Better intro to functorch (#688)

zou3519 · web-flow · commit 4afe33b1fa00 · 2022-04-11T13:56:45.000-04:00
For our docs landing page. Fixes #605
diff --git a/docs/source/index.rst b/docs/source/index.rst
@@ -7,18 +7,29 @@ functorch
 
 functorch is `JAX-like <https://github.com/google/jax>`_ composable function transforms for PyTorch.
 
-It aims to provide composable vmap and grad transforms that work with PyTorch modules
-and PyTorch autograd with good eager-mode performance.
-
 .. note::
-   This library is currently in [beta](https://pytorch.org/blog/pytorch-feature-classification-changes/#beta).
+   This library is currently in `beta <https://pytorch.org/blog/pytorch-feature-classification-changes/#beta>`_.
    What this means is that the features generally work (unless otherwise documented)

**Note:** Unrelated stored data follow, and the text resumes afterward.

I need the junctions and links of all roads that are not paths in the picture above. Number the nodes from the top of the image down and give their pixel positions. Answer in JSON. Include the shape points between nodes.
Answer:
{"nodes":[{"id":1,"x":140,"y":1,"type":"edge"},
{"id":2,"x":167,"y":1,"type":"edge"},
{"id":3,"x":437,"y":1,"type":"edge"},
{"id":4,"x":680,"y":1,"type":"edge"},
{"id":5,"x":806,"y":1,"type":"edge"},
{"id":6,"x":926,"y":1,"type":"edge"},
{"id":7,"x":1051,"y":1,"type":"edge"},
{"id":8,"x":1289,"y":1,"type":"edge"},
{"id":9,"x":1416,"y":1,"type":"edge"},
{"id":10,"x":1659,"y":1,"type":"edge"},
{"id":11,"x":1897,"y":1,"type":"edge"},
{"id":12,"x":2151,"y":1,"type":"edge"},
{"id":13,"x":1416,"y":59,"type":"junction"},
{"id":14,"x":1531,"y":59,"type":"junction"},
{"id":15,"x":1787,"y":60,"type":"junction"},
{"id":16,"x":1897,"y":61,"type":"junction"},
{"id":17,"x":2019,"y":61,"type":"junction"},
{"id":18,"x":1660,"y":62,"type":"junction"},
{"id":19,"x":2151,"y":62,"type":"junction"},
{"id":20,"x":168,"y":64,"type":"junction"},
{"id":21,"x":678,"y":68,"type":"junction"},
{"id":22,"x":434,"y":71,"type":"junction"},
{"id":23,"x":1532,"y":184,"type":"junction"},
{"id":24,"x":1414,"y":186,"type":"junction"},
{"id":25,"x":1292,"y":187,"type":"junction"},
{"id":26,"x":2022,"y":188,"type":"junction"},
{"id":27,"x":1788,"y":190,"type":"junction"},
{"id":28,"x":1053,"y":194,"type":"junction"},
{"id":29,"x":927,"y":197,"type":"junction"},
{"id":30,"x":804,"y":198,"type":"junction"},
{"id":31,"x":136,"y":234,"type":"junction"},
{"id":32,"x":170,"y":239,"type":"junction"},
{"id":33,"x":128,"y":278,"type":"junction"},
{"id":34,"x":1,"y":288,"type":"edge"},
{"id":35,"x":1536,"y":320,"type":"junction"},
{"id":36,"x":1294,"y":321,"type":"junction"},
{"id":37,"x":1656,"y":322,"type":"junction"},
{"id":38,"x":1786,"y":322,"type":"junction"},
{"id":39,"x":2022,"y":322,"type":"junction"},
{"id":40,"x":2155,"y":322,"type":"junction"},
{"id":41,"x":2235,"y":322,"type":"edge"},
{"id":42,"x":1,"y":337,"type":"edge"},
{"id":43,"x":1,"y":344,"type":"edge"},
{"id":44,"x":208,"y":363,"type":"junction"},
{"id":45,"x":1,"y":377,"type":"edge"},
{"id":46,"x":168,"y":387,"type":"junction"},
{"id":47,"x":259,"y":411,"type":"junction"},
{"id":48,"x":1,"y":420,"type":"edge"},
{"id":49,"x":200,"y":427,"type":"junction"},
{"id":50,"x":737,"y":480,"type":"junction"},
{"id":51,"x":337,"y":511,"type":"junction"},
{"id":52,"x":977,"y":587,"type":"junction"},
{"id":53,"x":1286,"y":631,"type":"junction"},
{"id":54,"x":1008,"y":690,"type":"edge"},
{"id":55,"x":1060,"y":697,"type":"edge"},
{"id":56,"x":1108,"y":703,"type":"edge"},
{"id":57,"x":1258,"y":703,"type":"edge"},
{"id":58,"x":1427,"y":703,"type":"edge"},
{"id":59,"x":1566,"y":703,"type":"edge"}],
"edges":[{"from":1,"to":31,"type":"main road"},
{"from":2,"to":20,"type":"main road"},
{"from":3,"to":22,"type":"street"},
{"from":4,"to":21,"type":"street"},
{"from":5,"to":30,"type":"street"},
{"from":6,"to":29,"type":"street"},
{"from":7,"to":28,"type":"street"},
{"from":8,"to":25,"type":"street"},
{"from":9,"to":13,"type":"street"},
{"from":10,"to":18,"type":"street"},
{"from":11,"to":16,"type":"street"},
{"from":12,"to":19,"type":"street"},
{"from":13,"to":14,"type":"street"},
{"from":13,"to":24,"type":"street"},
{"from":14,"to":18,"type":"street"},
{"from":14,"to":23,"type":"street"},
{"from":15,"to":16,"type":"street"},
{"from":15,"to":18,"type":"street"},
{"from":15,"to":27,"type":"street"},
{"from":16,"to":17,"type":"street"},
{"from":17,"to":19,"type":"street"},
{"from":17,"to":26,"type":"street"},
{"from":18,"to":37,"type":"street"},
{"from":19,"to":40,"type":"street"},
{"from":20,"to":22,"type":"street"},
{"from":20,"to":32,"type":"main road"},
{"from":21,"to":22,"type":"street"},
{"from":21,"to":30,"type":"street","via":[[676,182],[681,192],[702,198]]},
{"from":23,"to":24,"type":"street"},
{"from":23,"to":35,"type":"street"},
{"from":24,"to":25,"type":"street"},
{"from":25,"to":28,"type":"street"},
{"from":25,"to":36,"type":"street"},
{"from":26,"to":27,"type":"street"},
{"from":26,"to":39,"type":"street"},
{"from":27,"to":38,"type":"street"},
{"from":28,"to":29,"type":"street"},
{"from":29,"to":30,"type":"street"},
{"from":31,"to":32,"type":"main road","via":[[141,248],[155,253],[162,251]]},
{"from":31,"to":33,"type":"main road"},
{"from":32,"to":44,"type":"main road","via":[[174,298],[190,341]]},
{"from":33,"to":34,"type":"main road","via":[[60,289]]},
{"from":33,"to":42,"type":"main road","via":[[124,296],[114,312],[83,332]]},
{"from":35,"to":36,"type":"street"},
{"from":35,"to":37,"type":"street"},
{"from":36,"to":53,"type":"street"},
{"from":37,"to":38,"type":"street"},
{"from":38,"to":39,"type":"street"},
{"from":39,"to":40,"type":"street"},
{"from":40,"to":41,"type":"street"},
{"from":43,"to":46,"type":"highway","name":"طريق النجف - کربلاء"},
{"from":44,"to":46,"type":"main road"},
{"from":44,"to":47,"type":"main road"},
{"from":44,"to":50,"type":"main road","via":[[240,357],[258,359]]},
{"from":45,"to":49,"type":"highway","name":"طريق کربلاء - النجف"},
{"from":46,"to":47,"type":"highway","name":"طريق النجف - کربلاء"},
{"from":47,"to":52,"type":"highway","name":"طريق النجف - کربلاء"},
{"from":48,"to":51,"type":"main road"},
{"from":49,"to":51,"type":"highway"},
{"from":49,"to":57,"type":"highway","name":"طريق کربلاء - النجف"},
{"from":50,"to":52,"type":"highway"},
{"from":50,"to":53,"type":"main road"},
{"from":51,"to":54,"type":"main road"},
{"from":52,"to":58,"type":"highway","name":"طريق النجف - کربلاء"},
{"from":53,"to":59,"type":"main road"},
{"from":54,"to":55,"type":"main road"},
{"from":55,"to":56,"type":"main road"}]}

    and we (the PyTorch team) are committed to bringing this library forward. However, the APIs
    may change under user feedback and we don't have full coverage over PyTorch operations.
 
    If you have suggestions on the API or use-cases you'd like to be covered, please
    open an github issue or reach out. We'd love to hear about how you're using the library.
 
+What are composable function transforms?
+----------------------------------------
+
+- A "function transform" is a higher-order function that accepts a numerical function
+  and returns a new function that computes a different quantity.
+
+- functorch has auto-differentiation transforms (``grad(f)`` returns a function that
+  computes the gradient of ``f``), a vectorization/batching transform (``vmap(f)``
+  returns a function that computes ``f`` over batches of inputs), and others.
+
+- These function transforms can compose with each other arbitrarily. For example,
+  composing ``vmap(grad(f))`` computes a quantity called per-sample-gradients that
+  stock PyTorch cannot efficiently compute today.
+
 Why composable function transforms?
 -----------------------------------
 
@@ -36,7 +47,7 @@ This idea of composable function transforms comes from the `JAX framework <https
 Read More
 ---------
 
-For a whirlwind tour of how to use the transforms, please check out `this section in our README <https://github.com/pytorch/functorch/blob/main/README.md#what-are-the-transforms>`_. For installation instructions or the API reference, please check below.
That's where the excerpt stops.